What is the Big Kiss Goodnight ending? It is what everyone wants. Moreover, it also seems to be a tactic of writers who enjoy finishing stories with a smooch of the angelic. In accordance with the aforementioned considerations as regards a short story’s incapacity to allow a moment’s somnolence, its ending might perhaps be its most important time to excite, and the stories in Jesus’ Son do not leave us blue. Indeed, each story ends with a bang. 

Consider this coda at the end of a story about a less than gentle man named Dundun: “Will you believe me when I tell you there was kindness in his heart? His left hand didn’t know what his right hand was doing. It was only that certain important connections had been burned through. If I opened up your head and ran a hot soldering iron around in your brain, I might turn you into someone like that.” Or this uplifting bit: “Your husband will beat you with an extension cord and the bus will pull away leaving you standing there in tears, but you were my mother.”

Of course, this narrator had no filial connection with the barmaid about whom he is reporting, but that has never been a qualification when considering if one has been another’s mother. 

Butt: It Ain’t Enough

Laughter is evoked through comedy, comedy through surprise, and surprise through the depiction of humorous juxtapositions. Kingsley Amis’s 1955 novel That Uncertain Feeling features John Lewis, a man whose adulterous escapade with Mrs. Elizabeth Gruffyd-Williams teaches him profound existential lessons on lust, love, and life. Butt: Amis knew, in order to get his readers smiling, this was not enough. Merely to describe how a penurious twenty-six-year-old married librarian with moth-eaten clothing, no money for groceries, and an indefatigable toddler at home might betray some interest in a wealthy, beautiful woman’s sudden and boisterous advances would be obvious. Amis wrote comedy, and comedy relies on surprise. Therefore, in the pursuit of great comedy, Amis chose to impose a source of humor upon Lewis’s 1st-person narration by juxtaposing the loose, slang-ridden recalcitrance of a Breezy narration style against the euphemistically formal understated narrative style, as well as scenes of literary solemnity against irreverent slapstick. 
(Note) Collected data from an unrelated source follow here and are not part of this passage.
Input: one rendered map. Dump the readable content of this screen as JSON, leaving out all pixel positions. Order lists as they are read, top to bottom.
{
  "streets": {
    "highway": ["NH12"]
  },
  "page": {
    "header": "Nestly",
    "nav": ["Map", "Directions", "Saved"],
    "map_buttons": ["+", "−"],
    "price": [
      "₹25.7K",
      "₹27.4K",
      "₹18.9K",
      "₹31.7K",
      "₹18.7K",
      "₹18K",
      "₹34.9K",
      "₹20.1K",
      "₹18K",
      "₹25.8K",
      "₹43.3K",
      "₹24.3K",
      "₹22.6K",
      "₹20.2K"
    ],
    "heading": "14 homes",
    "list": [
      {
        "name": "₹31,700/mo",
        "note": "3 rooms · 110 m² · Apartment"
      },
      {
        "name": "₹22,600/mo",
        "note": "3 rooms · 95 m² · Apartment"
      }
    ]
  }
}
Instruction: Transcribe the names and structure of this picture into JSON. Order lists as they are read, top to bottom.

John Lewis is a young, disgruntled proletarian with militant feelings towards the wealthy Bourgeoise; he is also a scholar of Welsh literature and something of a pedant; he could be construed as what some people refer to today as a broke-ass snob. Therefore, it only makes sense that Lewis’s language be so interestingly humorous, carrying with it both the Holden Caufield-esque eye-spitting of the Breezy narration style that bobbysoxers and undergraduates alike seem to champion and enjoy, and the wit-riddled irony of an understated, Dickensian-esque narration style favored by those with chronic dyspepsia. 
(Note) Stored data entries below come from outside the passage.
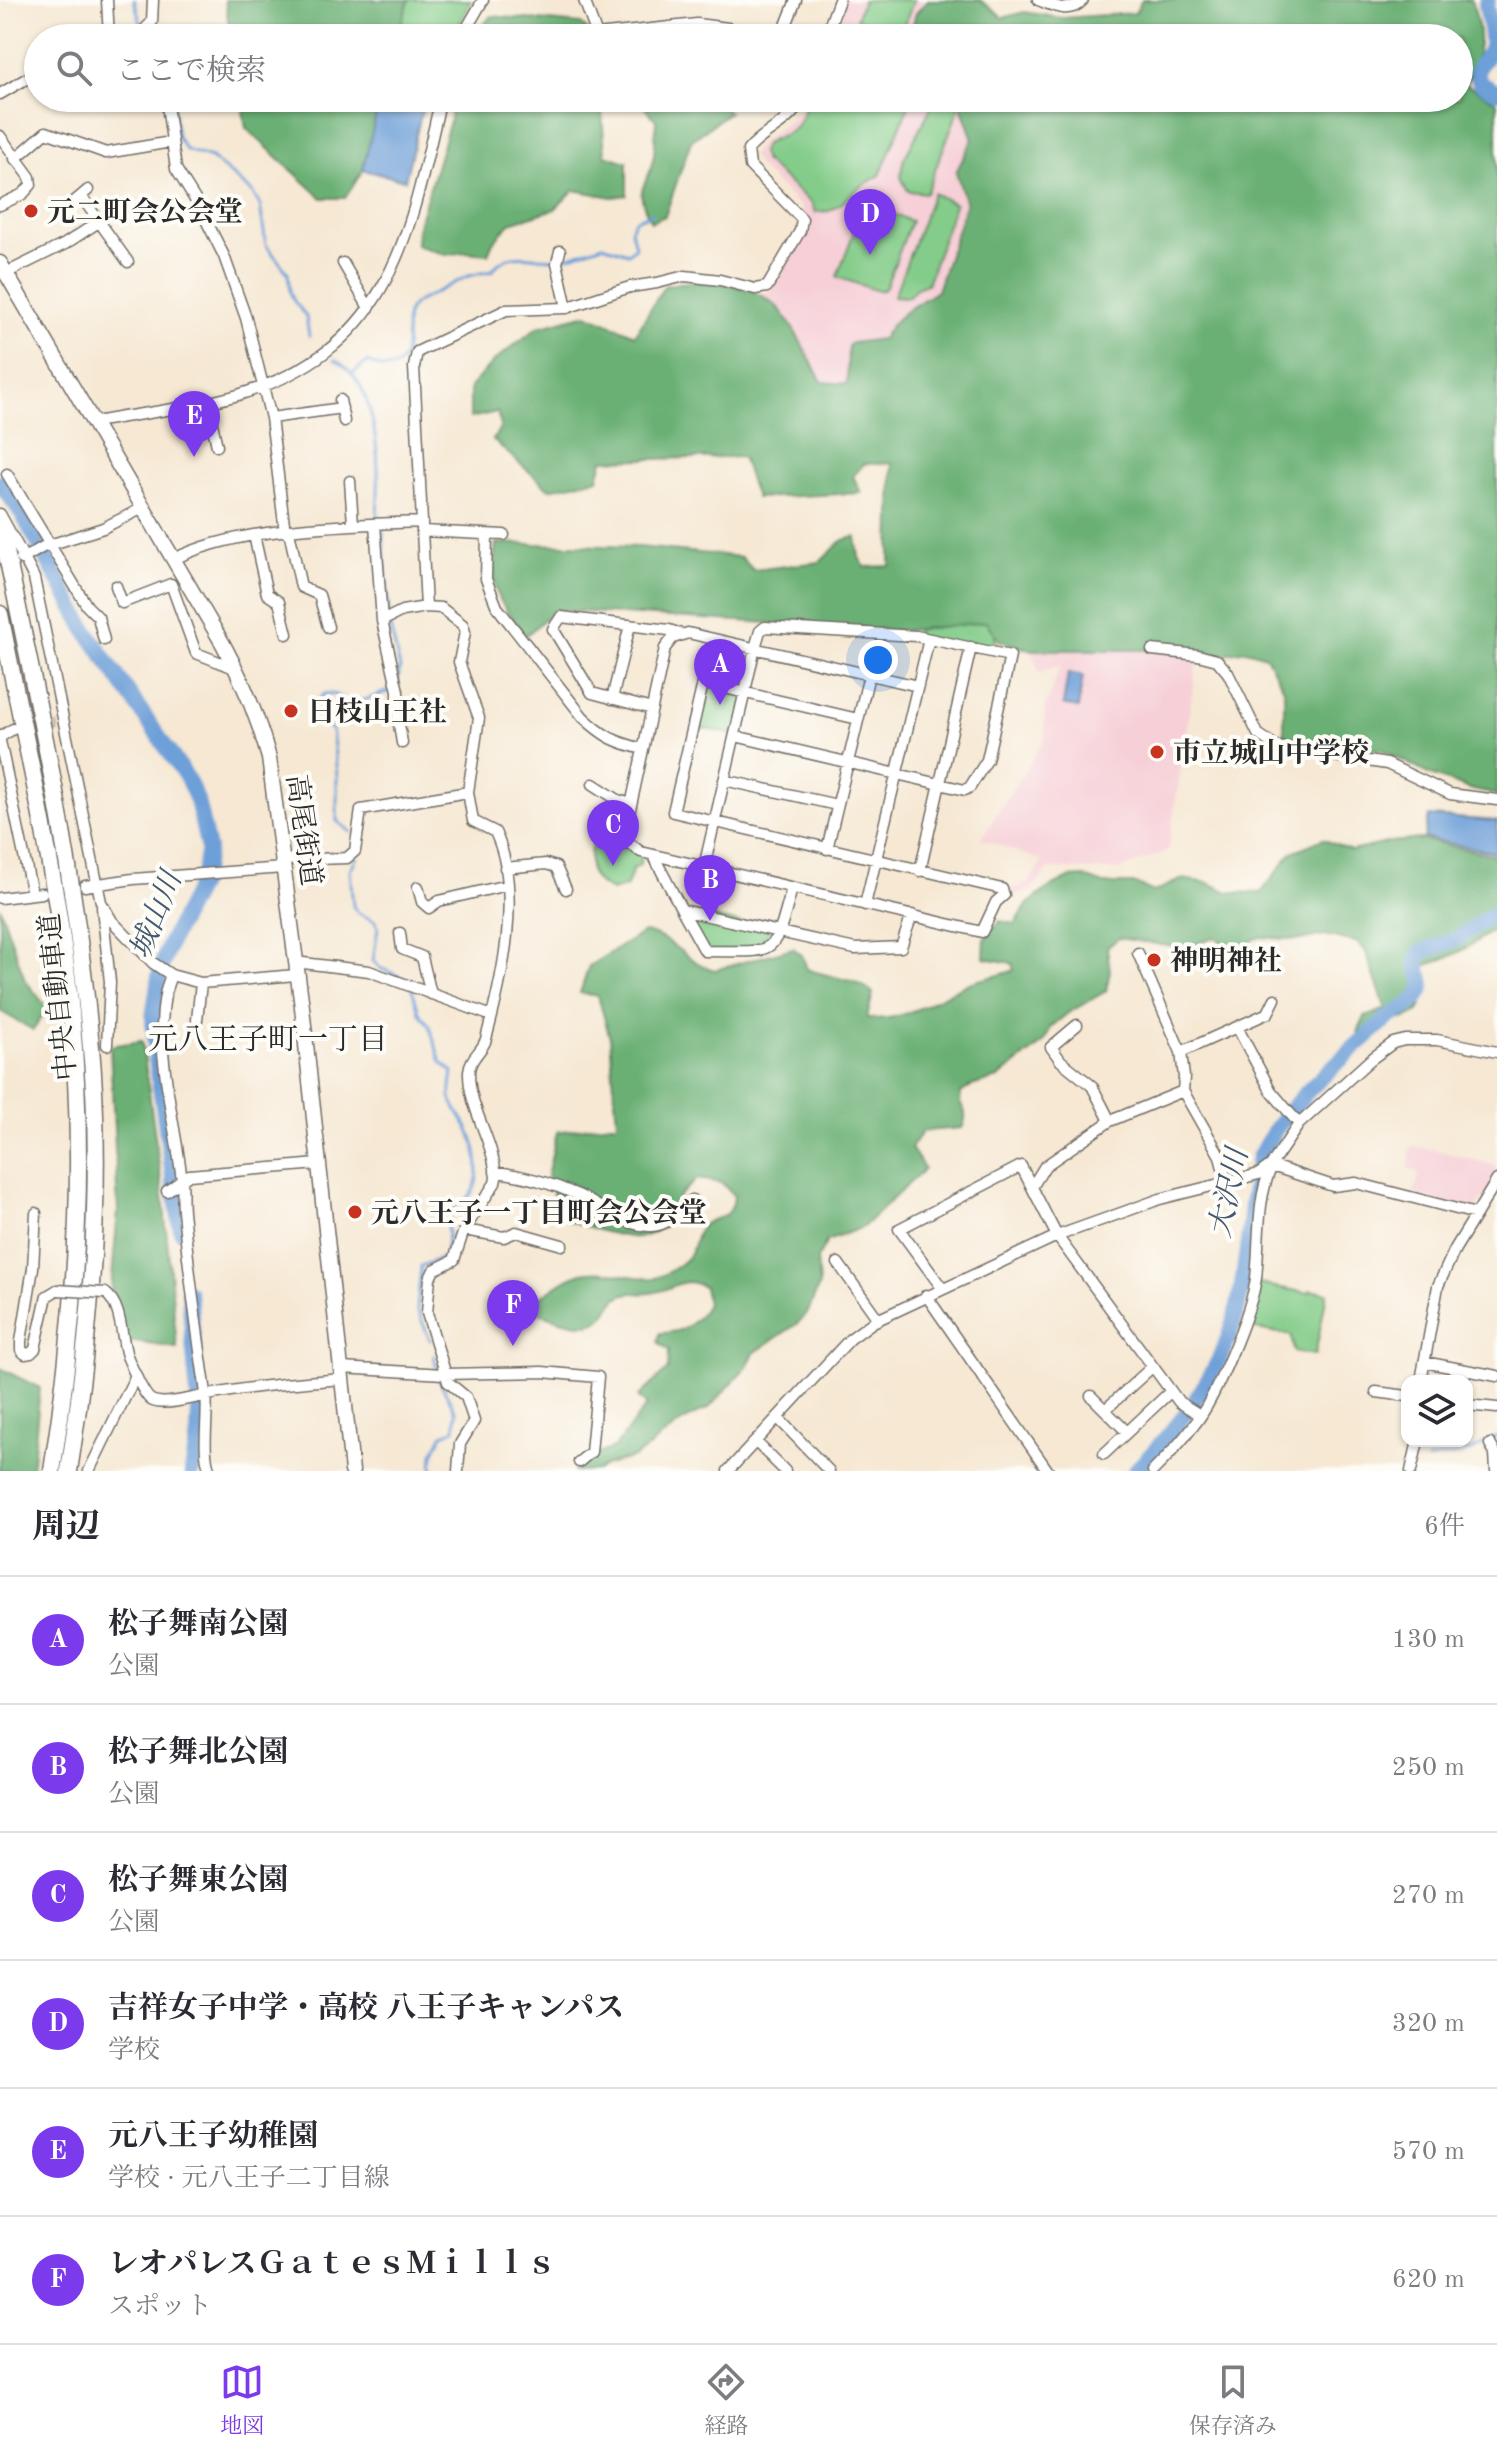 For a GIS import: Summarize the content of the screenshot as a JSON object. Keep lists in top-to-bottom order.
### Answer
{
  "streets": {
    "highway": ["中央自動車道"],
    "main road": ["高尾街道"]
  },
  "districts": ["元八王子町一丁目"],
  "water": ["城山川", "大沢川"],
  "places": [
    "元二町会公会堂",
    "日枝山王社",
    "市立城山中学校",
    "神明神社",
    "元八王子一丁目町会公会堂"
  ],
  "page": {
    "search": "ここで検索",
    "pins": [
      "D",
      "E",
      "A",
      "C",
      "B",
      "F"
    ],
    "heading": ["周辺", "6件"],
    "list": [
      {
        "mark": "A",
        "name": "松子舞南公園",
        "note": "公園",
        "value": "130 m"
      },
      {
        "mark": "B",
        "name": "松子舞北公園",
        "note": "公園",
        "value": "250 m"
      },
      {
        "mark": "C",
        "name": "松子舞東公園",
        "note": "公園",
        "value": "270 m"
      },
      {
        "mark": "D",
        "name": "吉祥女子中学・高校 八王子キャンパス",
        "note": "学校",
        "value": "320 m"
      },
      {
        "mark": "E",
        "name": "元八王子幼稚園",
        "note": "学校 · 元八王子二丁目線",
        "value": "570 m"
      },
      {
        "mark": "F",
        "name": "レオパレスＧａｔｅｓＭｉｌｌｓ",
        "note": "スポット",
        "value": "620 m"
      }
    ],
    "nav": ["地図", "経路", "保存済み"]
  }
}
Strunk and White told us never to affect a “breezy manner,” as it is “often the work of an egocentric, the person who imagines that everything that comes to mind is of general interest and that uninhibited prose creates high spirits and carries the day.” A breezy manner is a kind of “alumni magazine” talk that chafes the more sensitive lexophiles amongst us. Consider three-hundred pages of the following: “Well, guys, here I am again dishing the dirt about your disorderly classmates, after pa$$ing a weekend in the Big Apple…” A difficult task, to be sure. 

Although Mr. Strunk and Mr. White have doubtlessly slugged this unbearable archetype of the lexical narcissist on the chin, the gentlemen did not malign the use of a breezy manner in judicious conjunction with a more formal, understated one. And it was this concoction Amis thought worthy of two hundred and fifty-four pages.
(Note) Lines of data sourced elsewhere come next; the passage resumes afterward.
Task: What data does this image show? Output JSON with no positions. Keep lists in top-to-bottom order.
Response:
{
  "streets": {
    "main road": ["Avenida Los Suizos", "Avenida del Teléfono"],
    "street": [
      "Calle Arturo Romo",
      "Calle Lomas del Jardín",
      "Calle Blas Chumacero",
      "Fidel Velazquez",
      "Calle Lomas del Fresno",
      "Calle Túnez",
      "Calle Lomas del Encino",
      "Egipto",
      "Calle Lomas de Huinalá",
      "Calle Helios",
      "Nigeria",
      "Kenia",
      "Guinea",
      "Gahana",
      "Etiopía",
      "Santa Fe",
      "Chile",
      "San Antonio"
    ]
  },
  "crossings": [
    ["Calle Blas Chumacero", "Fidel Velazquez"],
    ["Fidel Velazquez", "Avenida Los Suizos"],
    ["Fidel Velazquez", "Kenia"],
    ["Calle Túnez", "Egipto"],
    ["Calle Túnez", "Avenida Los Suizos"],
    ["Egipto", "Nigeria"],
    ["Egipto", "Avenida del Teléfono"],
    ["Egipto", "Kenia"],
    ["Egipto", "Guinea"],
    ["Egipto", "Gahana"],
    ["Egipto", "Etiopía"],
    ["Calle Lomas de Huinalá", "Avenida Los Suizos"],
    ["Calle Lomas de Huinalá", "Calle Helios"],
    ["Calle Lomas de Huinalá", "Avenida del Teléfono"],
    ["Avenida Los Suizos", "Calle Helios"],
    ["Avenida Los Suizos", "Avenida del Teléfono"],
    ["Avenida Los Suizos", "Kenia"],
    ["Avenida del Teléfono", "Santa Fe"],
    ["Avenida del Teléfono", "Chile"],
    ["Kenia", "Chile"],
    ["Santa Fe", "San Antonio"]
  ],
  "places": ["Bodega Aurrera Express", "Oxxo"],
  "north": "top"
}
We begin with the breezy whenever Lewis abbreviates linoleum floor as “Lino,” whilst further describing the floors of the library by stating that “the place was starting to empty, thank God.” An onslaught of informality: the library becomes an ambiguous pejorative noun, the imperfect past tense is employed, and the idea is punctuated by thanking the main Judeo-Christian deity for Lewis’s triumph of Sloth. This narration, however, is juxtaposed but only a few sentences later with a creative euphemism as regards Lewis’s inspection of a young woman’s lower musculature: “Distraction was at hand: a female student from the local University College crossed my path some yards ahead and my glance dropped involuntarily to her legs” (10). Although better understatements have occurred in literature, this usage is attractively subtle in the way it follows Lewis’s cocksure breeziness with the formal admission that his eyes were not voluntarily under his control, that, in some way, he suffers tyranny. This continues throughout the novel: a man experiencing valid emotion and crying is “turn(ing) liquid eyes on [Lewis],” which is followed by lengthy, elaborate similes and metaphors anent the uncertain feeling of following another man’s wife’s offering her body up to his discretion: “We moved together towards the entrance-hall. I felt I was swinging in an absurdly unnatural way, like a schoolboy on stage for the first time in his life. Did I always swing my arms as if I were carrying a pair of empty buckets? Surely not. And what did I suppose I was going to say next?” Humorous language, Amis knew, is only half the battle; therefore, he also knew that, to write a humorous novel, one must also depict humorous scenes.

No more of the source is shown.